We can, therefore, expect that the execution time needed on the avionic platform is:

$$\begin{aligned} t_a=\frac{t_{wk}}{s_f}=4.87\text { s} \end{aligned}$$

which is less than the ENVISAT stripmap acquisition time \(t_{in}\approx 16\) s for the relative dataset. Moreover, if each sample of the resulting image consists of a complex number of 16 bits, the total size of the output is \(\approx \) 295 MBytes. In a pipelined representation of a hypothetical avionic system, as pictured in Fig. 4, all data transfers are subject to their respective connection bandwidth. Considering that the payload communication subsystem of the ENVISAT mission had a dedicated bandwidth for SAR equipment of 100 Mbit/s, the time necessary to transmit the result to the ground would be \(t_{out}\approx 24\) s. That is, we can suppose that:

$$\begin{aligned} t_a<t_{in}<t_{out} \end{aligned}$$

hence, we have an expected GPU-parallel focusing algorithm able to satisfy real-time requirements on an EXK107 device.

Fig. 4.
figure 4

Transfer data rates in an avionic system: sensors are usually connected to the computer unit through Optical Fibre, which allow rates of the Gbit/s magnitude or more; within the Avionic Computer, GPUs allows transfers at rates with a magnitude of Gbit/s; at the end of this pipeline, a data-link connection to the ground station can transfer with a maximum rate of 100 Mbit/s with current technology.

Fig. 5.
figure 5

Focused SAR image of Napoli area, consisting of 6144 samples in the range direction and 25200 samples in the azimuth direction. The sampled area is \(106\times 129\,\text {Km}^2\), with an Azimuth resolution of 5 m. For rendering purposes, here the image is proposed with vertical range direction and with the azimuth direction squeezed to map on square pixels.
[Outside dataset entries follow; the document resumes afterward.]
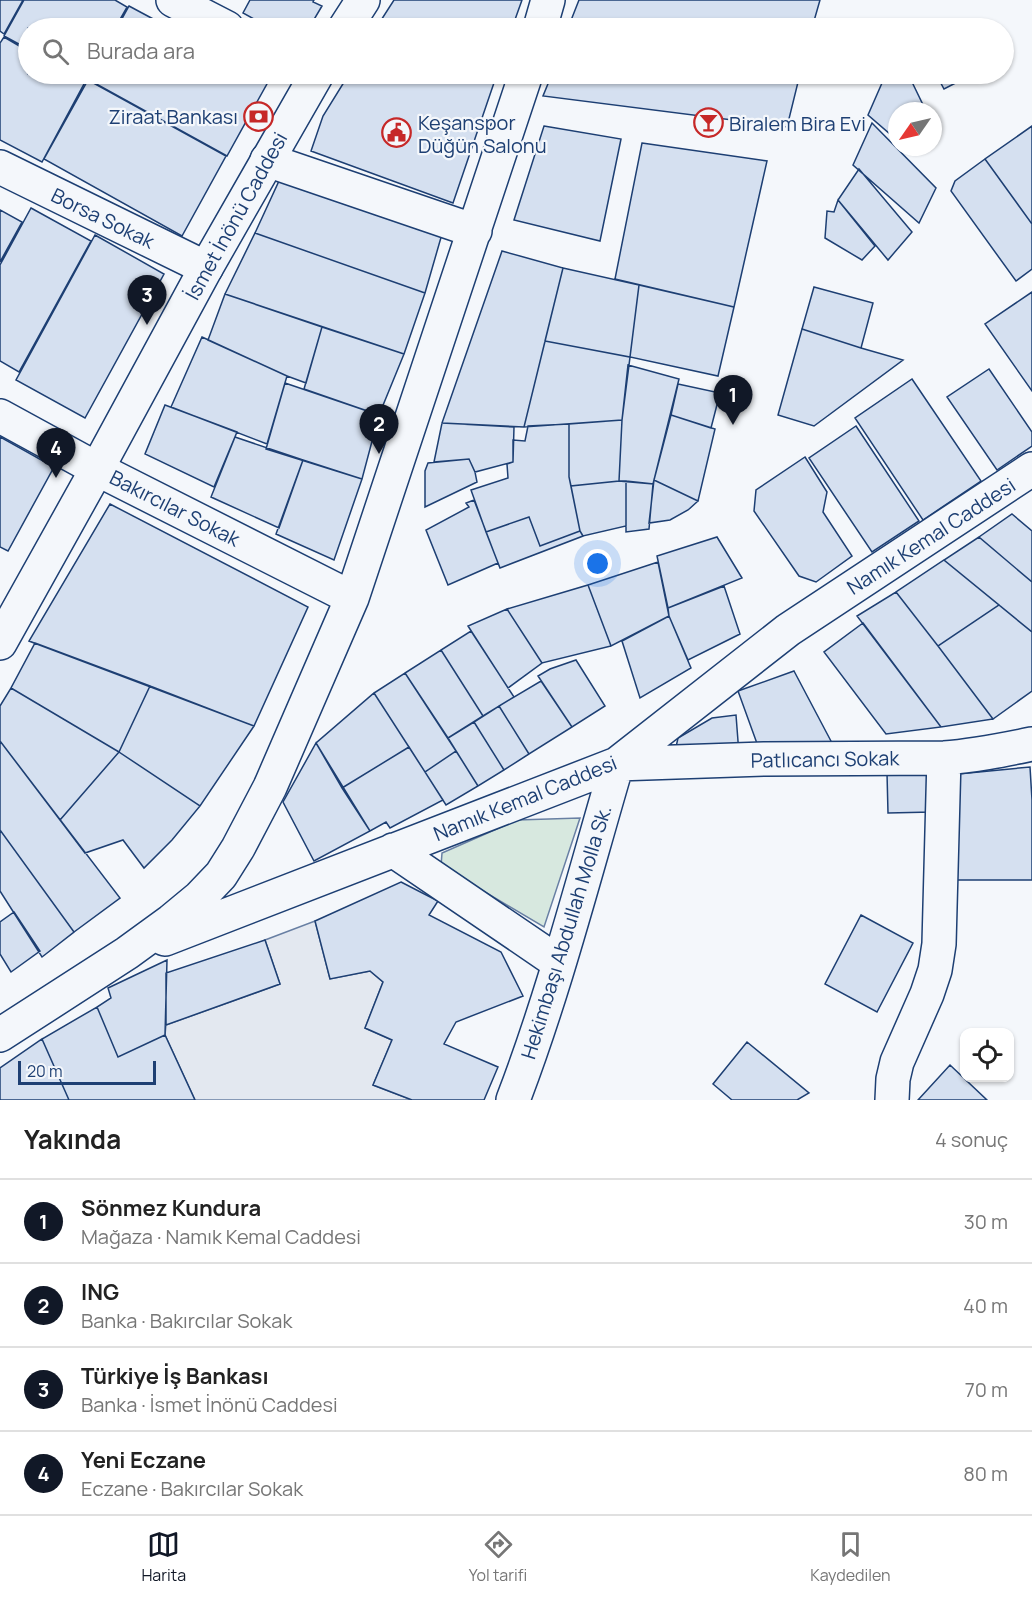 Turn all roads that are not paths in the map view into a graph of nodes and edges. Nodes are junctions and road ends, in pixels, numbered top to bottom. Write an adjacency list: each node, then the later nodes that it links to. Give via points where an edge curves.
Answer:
1 (173, 0): 4 (street)
2 (363, 0): 5 (street)
3 (548, 0): 6 (street)
4 (208, 18)
5 (351, 18)
6 (543, 18)
7 (309, 84): 9 (street, İsmet İnönü Caddesi)
8 (523, 84): 11 (street)
9 (267, 160): 11 (street); 12 (street, İsmet İnönü Caddesi)
10 (0, 167): 12 (street, Borsa Sokak)
11 (475, 231): 16 (street)
12 (206, 268): 14 (street, İsmet İnönü Caddesi)
13 (0, 416): 14 (street, Bakırcılar Sokak)
14 (97, 469): 16 (street, Bakırcılar Sokak); 17 (street, İsmet İnönü Caddesi)
15 (1032, 470): 20 (street, Namık Kemal Caddesi, via 788,630)
16 (352, 598): 22 (street, via 270,787 221,875 193,903)
17 (0, 643)
18 (1032, 744): 19 (street, Patlıcancı Sokak)
19 (944, 758): 20 (street, Patlıcancı Sokak); 26 (street, via 939,944 927,994 897,1062)
20 (617, 764): 21 (street, Namık Kemal Caddesi); 23 (street, Hekimbaşı Abdullah Molla Sk.)
21 (393, 850): 22 (street, Namık Kemal Caddesi); 23 (street)
22 (127, 954): 24 (street)
23 (558, 963): 25 (street, Hekimbaşı Abdullah Molla Sk.)
24 (0, 1035)
25 (513, 1100)
26 (892, 1100)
Table 3. Execution times in milliseconds for each step of the GPU-esarp software on the Workstation Kepler
Table 4. Execution times in milliseconds of the GPU-esarp software on the Workstation Turing

If we consider the execution times on Workstation Turing (Table 4), we see that the total time needed to focus the whole image is \(t_{wt}=0.208\) s, excluding input-output transfers, which is very promising for the next generation of avionic GPUs. Moreover, considering the spare time available for further processing during down-link transmission, we can think about computing Azimuth FM rate and Doppler Centroid estimators. Those algorithms are useful to provide parameters for Range Migration, and Azimuth Compression steps in case of non-uniform movements of the platform, as it happens on airborne SAR.

5 Conclusions

When thinking about SAR sensing, a common approach is to consider it as an instrument for delayed operational support. Usually, SAR raw data are compressed, down-linked, and processed in the ground stations to support several earth sciences research activities, as well as disaster relief and military operations. In some cases, timely information could be advisable, and onboard processing is becoming an approach feasible thanks to advances in GPU-technology with reduced power consumption.

In this work, we developed a GPU-parallel algorithm based on the Range-Doppler algorithm as implemented in the open-source GMTSAR processing system. The results, in terms of execution time on off-the-shelf graphics cards, are encouraging if scaled to proper avionic products. Even if we did not present actual results on an avionic GPU, thanks to some insights acquired during testing of a prototype avionic computing platform and a constant scale factor, we showed that onboard processing is possible when an efficient GPU-parallel algorithm is employed.

Since this result is based on the algorithmic assumption that orbital information is available, some processing techniques such as clutterlock and autofocus have been avoided. That is the case for many satellite SAR sensors, but further experiments must be carried on to verify the feasibility of onboard processing on airborne platforms, where parameters like altitude and velocity may slightly change during data acquisition. In this sense, as future work, we plan to implement a GPU-parallel algorithm for parameters estimation.